Another young man returns to Alexandria in Egypt’s Messages from the Sea, a film that earned no prizes but was this critic’s favorite title in the competition. With a more sleekly commercial finish than most of the films surrounding it, the moody melodrama boasts a strangely poetic unpredictability. Its protagonist is a doctor whose frustrating stutter causes him to take up the life of a fisherman in the ancient port, where he learns to get drunk, begins to obsess on overheard classical-music performances, and falls in love with a high-class prostitute. Helmed by veteran director Daoud Abdel Sayed, the film has a languid, haunting atmosphere and a sense of quiet mastery in everything from its polished visuals to its excellent performances to its unexpected flashes of comedy.

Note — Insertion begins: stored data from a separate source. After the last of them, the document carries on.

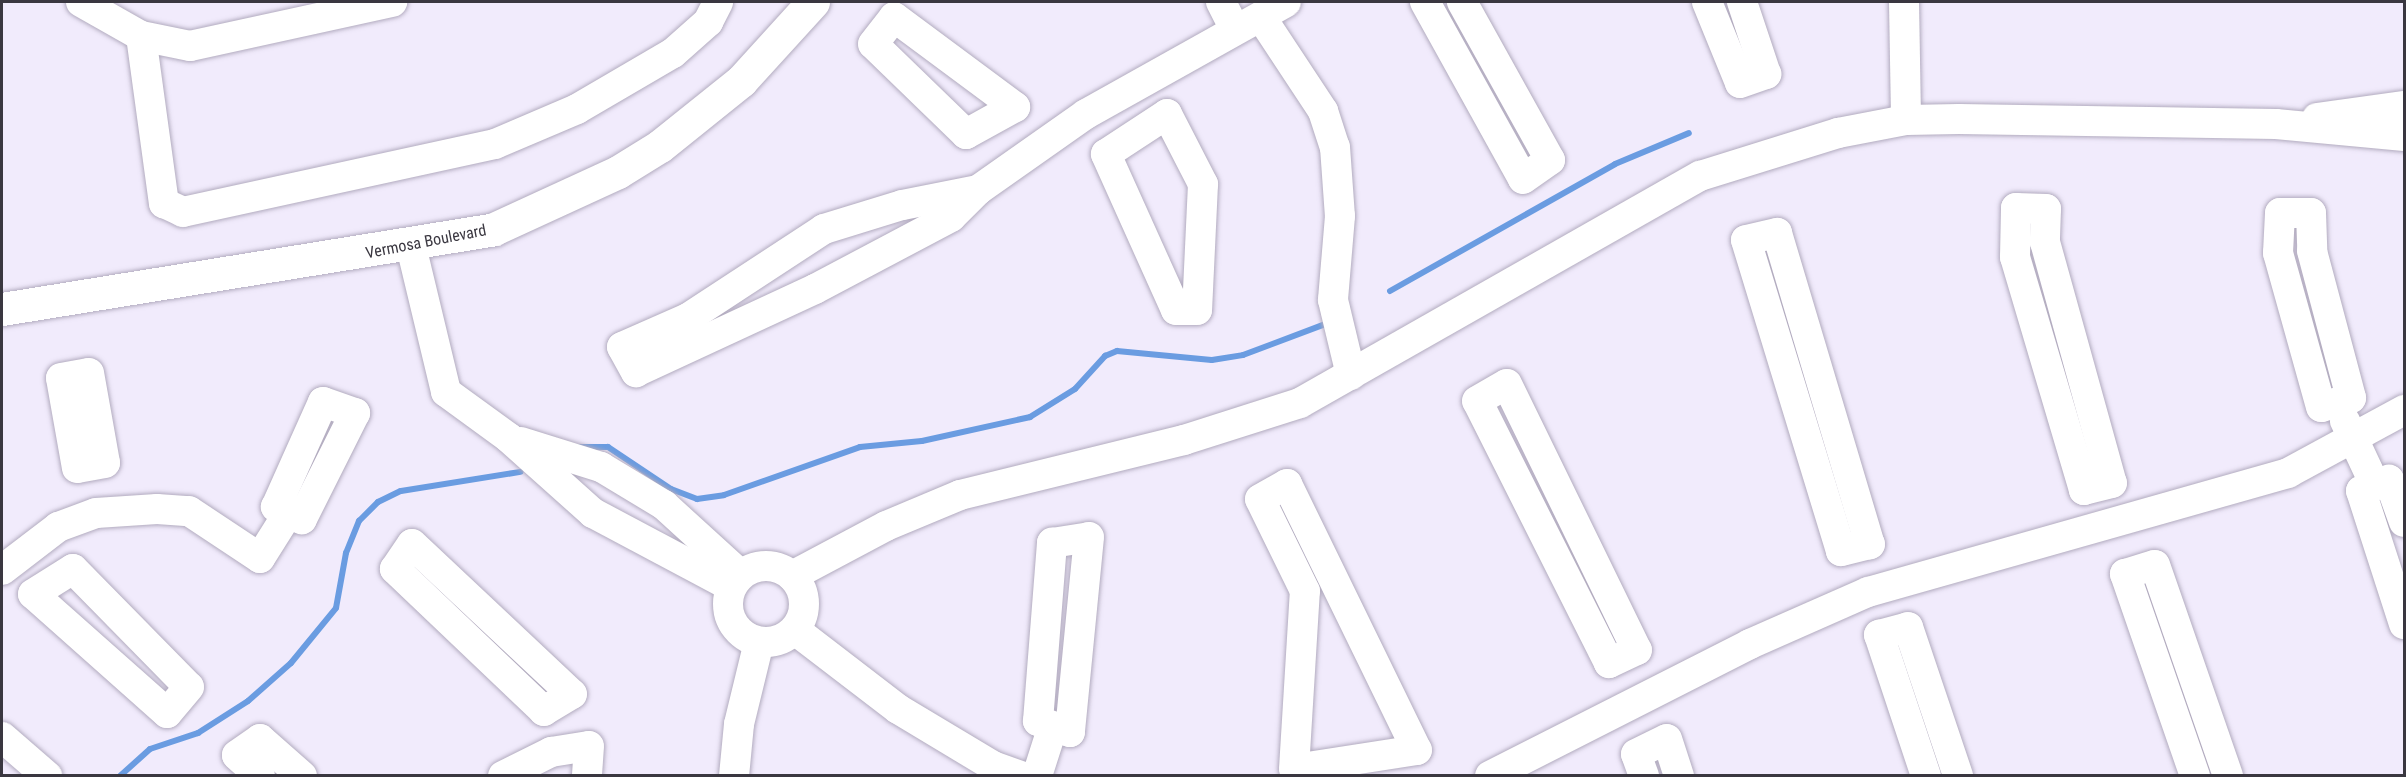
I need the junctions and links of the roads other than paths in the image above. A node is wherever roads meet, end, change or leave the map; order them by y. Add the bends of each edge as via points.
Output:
1 (392, 2) edge
2 (718, 2) edge
3 (813, 2) edge
4 (1221, 2) edge
5 (1425, 2) edge
6 (1462, 2) edge
7 (1707, 2) edge
8 (1742, 2) edge
9 (1904, 2) edge
10 (97, 6) edge
11 (277, 14) edge
12 (1260, 16) edge
13 (141, 36) junction
14 (1111, 100) junction
15 (2404, 106) edge
16 (1906, 120) junction
17 (988, 122) dead end
18 (2276, 124) junction
19 (1134, 136) junction
20 (2404, 136) edge
21 (1022, 157) junction
22 (978, 190) junction
23 (801, 244) junction
24 (411, 246) junction
25 (815, 289) junction
26 (2, 309) edge
27 (1351, 375) junction
28 (2336, 402) junction
29 (2404, 410) edge
30 (509, 438) junction
31 (2353, 439) junction
32 (90, 465) dead end
33 (2375, 485) junction
34 (2100, 486) junction
35 (96, 513) junction
36 (289, 513) dead end
37 (2404, 522) edge
38 (2117, 523) junction
39 (1855, 548) junction
40 (27, 549) junction
41 (2139, 569) junction
42 (2, 570) edge
43 (792, 576) junction
44 (736, 581) junction
45 (52, 582) junction
46 (1874, 590) junction
47 (2404, 624) edge
48 (795, 630) junction
49 (1892, 632) junction
50 (759, 642) junction
51 (1621, 657) junction
52 (560, 702) junction
53 (1637, 704) junction
54 (1053, 726) junction
55 (2, 737) edge
56 (1652, 746) junction
57 (568, 748) junction
58 (1355, 769) edge
59 (1001, 772) edge
60 (47, 776) edge
61 (260, 776) edge
62 (303, 776) edge
63 (503, 776) edge
64 (587, 776) edge
65 (734, 776) edge
66 (1037, 776) edge
67 (1490, 776) edge
68 (1644, 776) edge
69 (1679, 776) edge
70 (1926, 776) edge
71 (1958, 776) edge
72 (2195, 776) edge
73 (2228, 776) edge

1 - 11 street
2 - 13 street via 708,22 673,53 577,110 495,144 183,212 164,204
3 - 24 main road, Vermosa Boulevard via 725,95 627,166 494,229
4 - 12 street
5 - 6 street via 1523,179 1550,160
7 - 8 street via 1740,83 1766,74
9 - 16 street
10 - 13 street
11 - 13 street via 190,46
12 - 14 street
12 - 27 street via 1323,111 1335,147 1340,216 1334,300
14 - 19 street
14 - 21 street
15 - 18 street
16 - 18 street
16 - 27 street via 1838,133 1700,176
17 - 21 street
18 - 20 street
19 - 19 street via 1106,154 1176,310 1197,310 1203,184 1167,114
21 - 22 street
22 - 23 street via 902,205 824,229
22 - 25 street via 951,217
23 - 25 street
23 - 25 street via 688,318 622,347 636,372
24 - 26 main road, Vermosa Boulevard
24 - 30 street via 446,392
27 - 43 street via 1300,403 1184,440 960,495 886,526
28 - 28 street via 2321,407 2278,253 2280,213 2311,213 2312,251 2351,398
28 - 31 street
29 - 31 street
30 - 44 street via 593,513
30 - 44 street via 601,467 664,505
31 - 33 street
31 - 38 street via 2288,473
32 - 35 street
33 - 37 street via 2389,480
33 - 47 street via 2361,491
34 - 34 street via 2112,483 2045,242 2046,209 2016,208 2015,257 2084,490
34 - 38 street
35 - 36 street via 189,511 260,558
35 - 40 street via 58,527
38 - 41 street
38 - 46 street
39 - 39 street via 1841,551 1746,240 1777,233 1870,544
39 - 46 street
40 - 42 street
40 - 45 street
41 - 72 street via 2125,574
41 - 73 street via 2155,565
43 - 44 street via 772,566
43 - 48 street via 804,602
44 - 50 street via 732,621
45 - 45 street via 33,594 167,713 189,687 73,569
46 - 49 street
46 - 53 street via 1750,644
48 - 50 street via 784,638
48 - 59 street via 898,709
49 - 70 street via 1879,636
49 - 71 street via 1908,627
50 - 65 street
51 - 51 street via 1609,663 1477,401 1507,384 1637,650
51 - 53 street
52 - 52 street via 544,711 395,569 412,544 572,694
52 - 57 street
53 - 56 street
53 - 67 street
54 - 54 street via 1070,732 1089,537 1052,543 1038,721
54 - 66 street
55 - 60 street
56 - 68 street via 1636,754
56 - 69 street via 1667,739
57 - 63 street
57 - 64 street via 589,746
58 - 58 street via 1417,750 1287,484 1260,499 1305,591 1294,769
61 - 62 street via 237,755 260,740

Beyond Egypt, the North African film that impressed most, The Mosque, refers back to a previous work by Moroccan filmmaker Daoud Aoulad-Syad, Waiting for Pasolini. For that film, a mosque was built as a film set on a villager’s rural property. Whimsically dramatizing what happened after the shooting stopped, Aoulad-Syad shows the villager trying to reclaim his land and finding that too many folks with varying motives now regard the set as a real mosque and refuse to have it torn down. Though recalling the self-reflexive premise of Kiarostami’s Through the Olive Trees, The Mosque doesn’t meditate on cinema’s powers as much as it drolly satirizes political and religious manipulation.

A film from the Arab world beyond Africa, Once Again (Encore Une Fois) by Syria’s Joud Said probes the links between the Middle East’s war-torn recent past and its high-tech present. The story concerns Majd, whose mother, during the Syrian invasion of Lebanon in the 1980s, is killed by a sniper aiming for his father, a Syrian general. Flash forward to the present where Majd, now the head of a Damascus bank’s IT department, falls in love with a Lebanese woman superior, and begins using the Internet to spy on her. Repeatedly shifting between the 1980s and now, the film delineates the wide-ranging psychological and cultural damage inflicted by the region’s ongoing conflicts.

Headquartered at the Hotel Africa on Tunis’ central Avenue Habid Bourguiba, with screenings held in numerous nearby cinemas, the Carthage festival draws filmmakers and programmers from across Africa and the Middle East. Each edition features tributes to some of the region’s leading filmmakers and performers. Honorees this year included Sotigui Kouyaté, Rachid Bouchareb, Hiam Abbas and Ghassan Salhab. The festival also devoted three sections to new Tunisian docs, features and shorts.